### What to work on
Where a line below includes the word "Mowson", copy that line.

### Given records
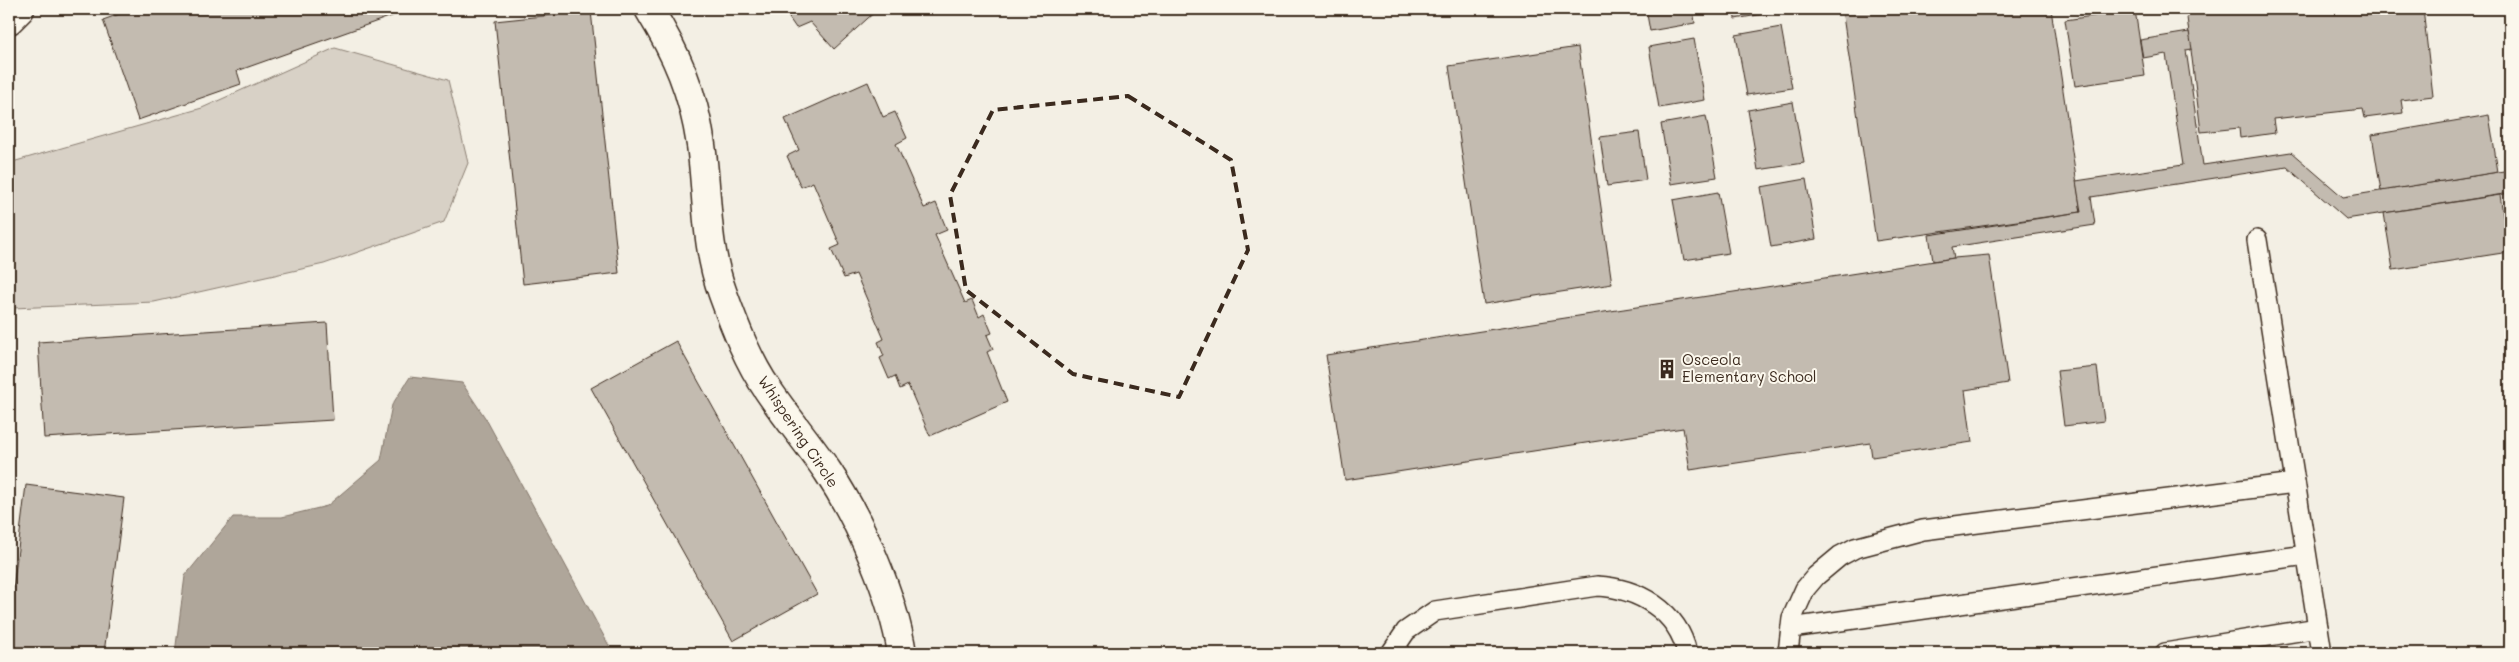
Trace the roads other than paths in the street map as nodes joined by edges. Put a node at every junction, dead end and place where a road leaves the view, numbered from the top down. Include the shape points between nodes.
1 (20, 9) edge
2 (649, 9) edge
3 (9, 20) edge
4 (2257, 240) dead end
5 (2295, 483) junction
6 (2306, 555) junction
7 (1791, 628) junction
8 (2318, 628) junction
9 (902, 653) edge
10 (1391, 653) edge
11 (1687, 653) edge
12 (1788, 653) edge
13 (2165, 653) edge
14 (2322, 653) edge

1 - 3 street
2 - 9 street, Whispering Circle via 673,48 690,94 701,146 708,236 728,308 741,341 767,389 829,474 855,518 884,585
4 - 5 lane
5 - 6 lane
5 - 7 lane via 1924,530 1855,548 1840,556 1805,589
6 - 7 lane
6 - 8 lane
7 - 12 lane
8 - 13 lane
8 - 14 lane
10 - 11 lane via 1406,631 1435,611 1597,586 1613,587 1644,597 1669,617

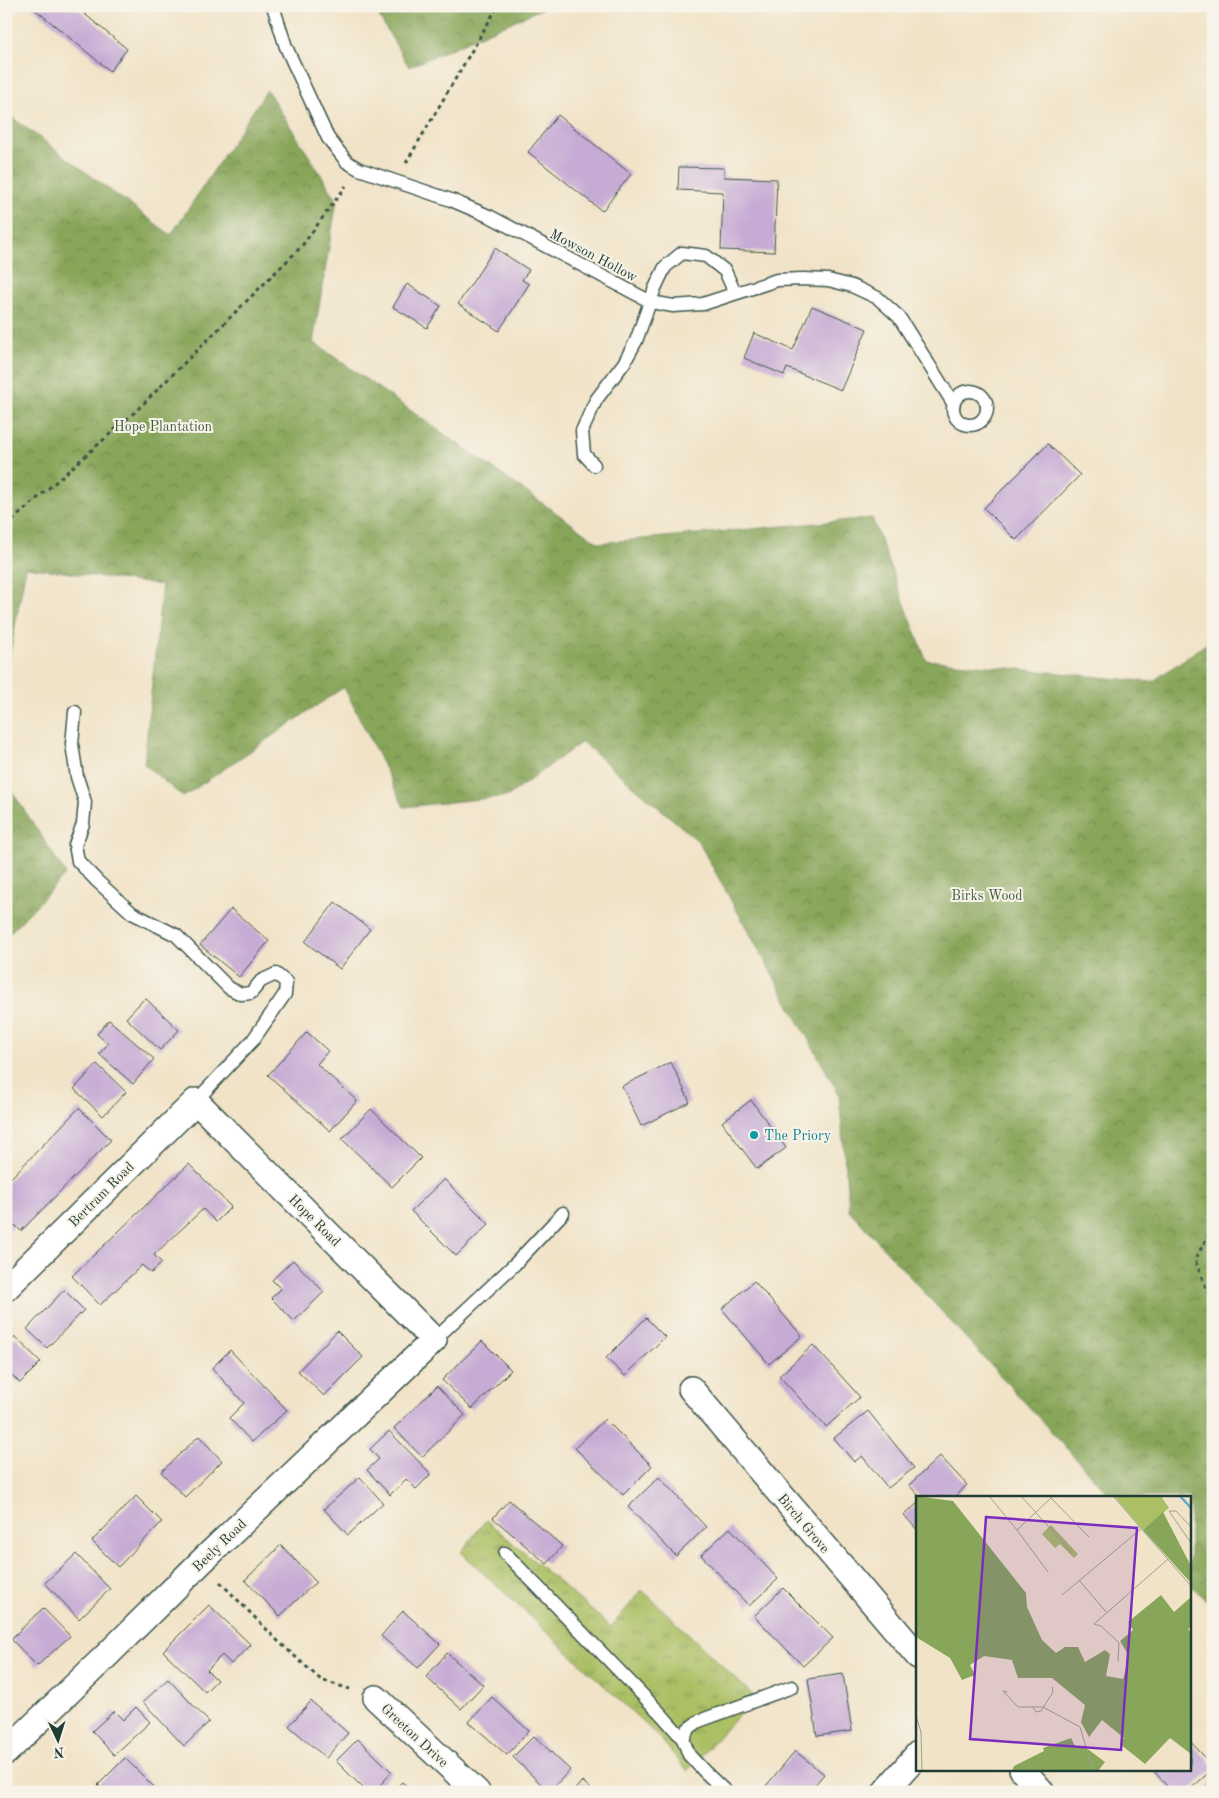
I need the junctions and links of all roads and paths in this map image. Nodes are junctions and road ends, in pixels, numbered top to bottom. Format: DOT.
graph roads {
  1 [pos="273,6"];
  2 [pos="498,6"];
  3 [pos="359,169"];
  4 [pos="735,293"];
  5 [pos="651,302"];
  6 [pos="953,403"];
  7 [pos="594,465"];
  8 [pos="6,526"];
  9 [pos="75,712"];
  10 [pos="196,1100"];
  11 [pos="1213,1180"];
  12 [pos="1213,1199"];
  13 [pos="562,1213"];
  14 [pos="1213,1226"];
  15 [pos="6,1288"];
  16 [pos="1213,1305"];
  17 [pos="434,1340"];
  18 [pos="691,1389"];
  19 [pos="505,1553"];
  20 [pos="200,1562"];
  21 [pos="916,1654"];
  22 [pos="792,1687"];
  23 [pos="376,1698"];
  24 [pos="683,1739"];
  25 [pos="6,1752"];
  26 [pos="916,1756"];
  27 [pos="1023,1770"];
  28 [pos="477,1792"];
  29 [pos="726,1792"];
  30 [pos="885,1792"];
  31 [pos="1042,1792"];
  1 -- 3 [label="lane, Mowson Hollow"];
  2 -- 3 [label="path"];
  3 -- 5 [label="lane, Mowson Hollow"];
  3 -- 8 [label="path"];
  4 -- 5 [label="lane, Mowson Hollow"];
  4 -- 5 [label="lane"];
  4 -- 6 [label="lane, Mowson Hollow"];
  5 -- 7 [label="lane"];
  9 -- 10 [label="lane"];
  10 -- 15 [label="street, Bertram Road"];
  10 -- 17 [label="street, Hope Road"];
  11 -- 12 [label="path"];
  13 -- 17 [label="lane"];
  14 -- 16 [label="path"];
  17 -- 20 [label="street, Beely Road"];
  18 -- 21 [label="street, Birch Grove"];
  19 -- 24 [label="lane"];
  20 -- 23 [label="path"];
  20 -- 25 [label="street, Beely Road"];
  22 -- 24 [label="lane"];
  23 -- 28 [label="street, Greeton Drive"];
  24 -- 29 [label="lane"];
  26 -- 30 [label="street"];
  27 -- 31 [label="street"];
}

### Solved exercise
  1 -- 3 [label="lane, Mowson Hollow"];
  3 -- 5 [label="lane, Mowson Hollow"];
  4 -- 5 [label="lane, Mowson Hollow"];
  4 -- 6 [label="lane, Mowson Hollow"];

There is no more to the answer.